Allan Kaval   /   3 августа 2017 года

Hazim Khidir n’a pas 30 ans, mais il en paraît dix de plus. Comme chaque jour, assis sur un fin matelas de mousse, dans la pénombre d’une pièce aux murs de ciment nus, il attend que les heures s’écoulent jusqu’au soir au rythme soutenu de cigarettes de contrebande allumées l’une après l’autre. La maison qu’il habite n’est pas la sienne et, bien que son exil s’y prolonge, Baadre, la bourgade du Kurdistan irakien où il a trouvé refuge, lui est toujours étrangère. « Nous avons tout perdu il y a trois ans », souffle-t-il, le regard perdu dans le vide, l’esprit plongé dans ses souvenirs muets. « Le temps passe et il n’y a plus d’espoir de retrouver nos anciennes vies. »

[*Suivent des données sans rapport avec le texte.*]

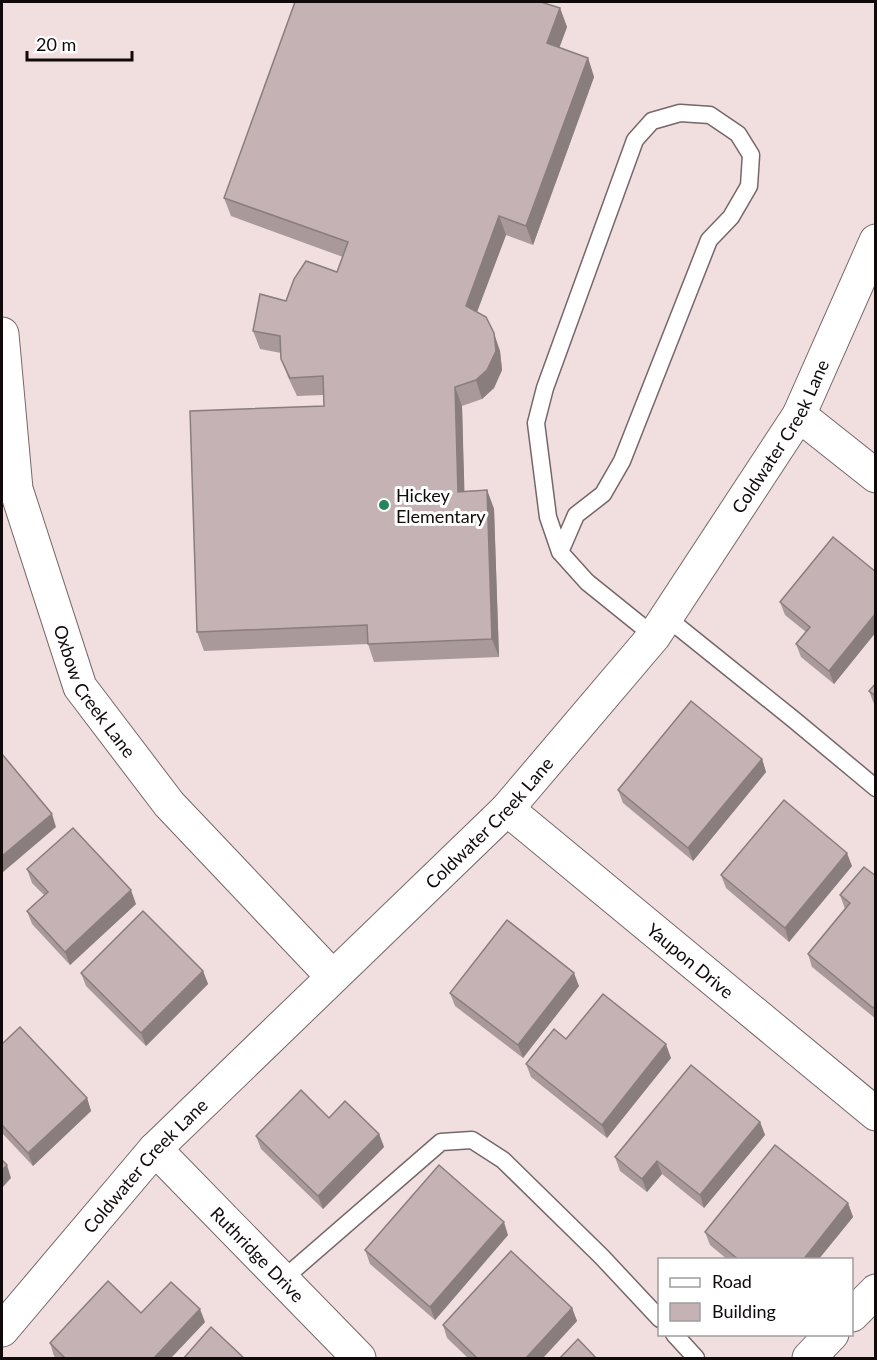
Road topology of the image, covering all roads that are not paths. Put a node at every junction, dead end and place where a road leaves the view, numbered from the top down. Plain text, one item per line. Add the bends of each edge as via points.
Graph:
1 (876, 241) edge
2 (2, 334) edge
3 (799, 415) junction
4 (876, 476) edge
5 (560, 552) junction
6 (660, 627) junction
7 (876, 788) edge
8 (507, 809) junction
9 (332, 976) junction
10 (876, 1114) edge
11 (155, 1149) junction
12 (282, 1280) junction
13 (876, 1291) edge
14 (853, 1314) edge
15 (658, 1317) edge
16 (2, 1330) edge
17 (675, 1336) edge
18 (831, 1336) edge
19 (359, 1359) edge
20 (696, 1359) edge
21 (809, 1359) edge

1 - 3 street, Coldwater Creek Lane
2 - 9 street, Oxbow Creek Lane via 16,489 80,687 169,804
3 - 4 street
3 - 6 street, Coldwater Creek Lane
5 - 5 lane via 576,516 603,494 622,461 709,240 731,217 749,186 751,155 738,134 710,115 680,113 652,121 635,140 545,388 536,423 548,517
5 - 6 lane via 587,582
6 - 7 lane via 793,719
6 - 8 street, Coldwater Creek Lane
8 - 9 street, Coldwater Creek Lane
8 - 10 street, Yaupon Drive
9 - 11 street, Coldwater Creek Lane
11 - 12 street, Ruthridge Drive
11 - 16 street, Coldwater Creek Lane
12 - 15 lane via 441,1142 472,1140 503,1160
12 - 19 street, Ruthridge Drive
13 - 14 street
17 - 20 lane
18 - 21 street

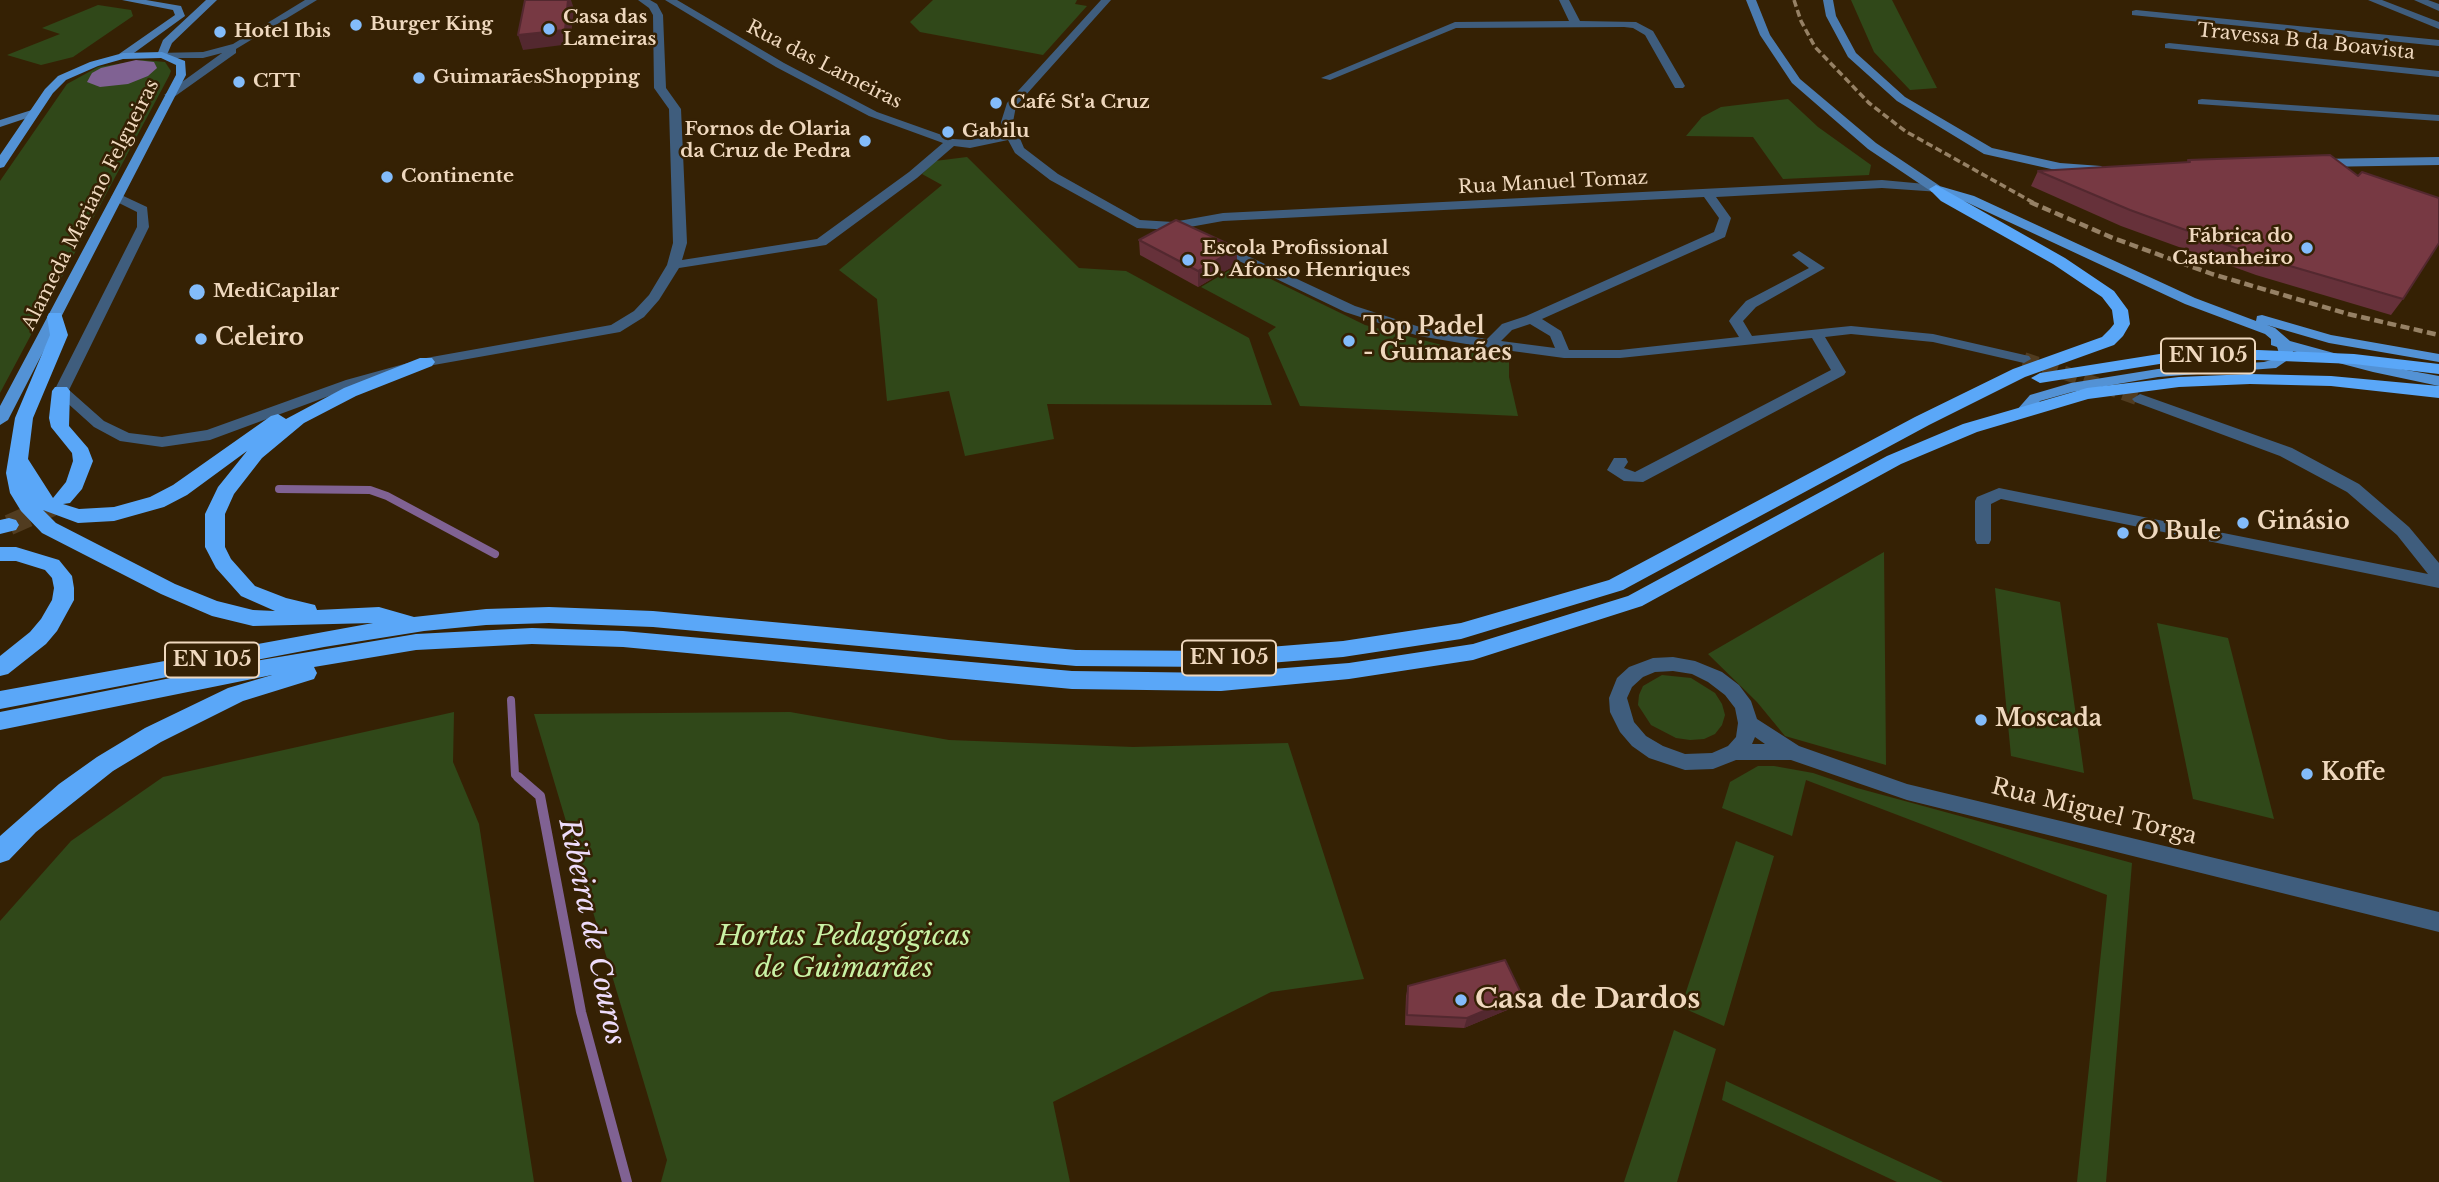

Le 3 août 2014, son village a été pris d’assaut par les hommes de l’organisation Etat islamique (EI) en même temps que les autres localités des environs du mont Sinjar, foyer historique des yézidis, une minorité religieuse kurdophone du nord de l’Irak. Moins d’un mois après sa proclamation à Mossoul, le « califat » d’Abou Bakr Al-Baghdadi comptait y prolonger ses conquêtes récentes par une tentative de génocide, rendue possible par le retrait des forces kurdes censées protéger la zone.

Dans le nouvel ordre imposé par les djihadistes, les pratiques religieuses des yézidis, considérées comme polythéistes, les condamnaient à l’annihilation. Maîtres des villages de la plaine, les djihadistes ont organisé le massacre de ceux qui n’avaient pas pu fuir vers la montagne, avant de traiter leurs épouses et leurs enfants comme le butin d’une razzia. Ils seront plus de 6 000 à alimenter le commerce d’esclaves mis en place par l’EI après l’offensive de Sinjar. Si aucun chiffre fiable sur le bilan des tueries n’a été arrêté, le nombre de victimes est estimé à plusieurs milliers.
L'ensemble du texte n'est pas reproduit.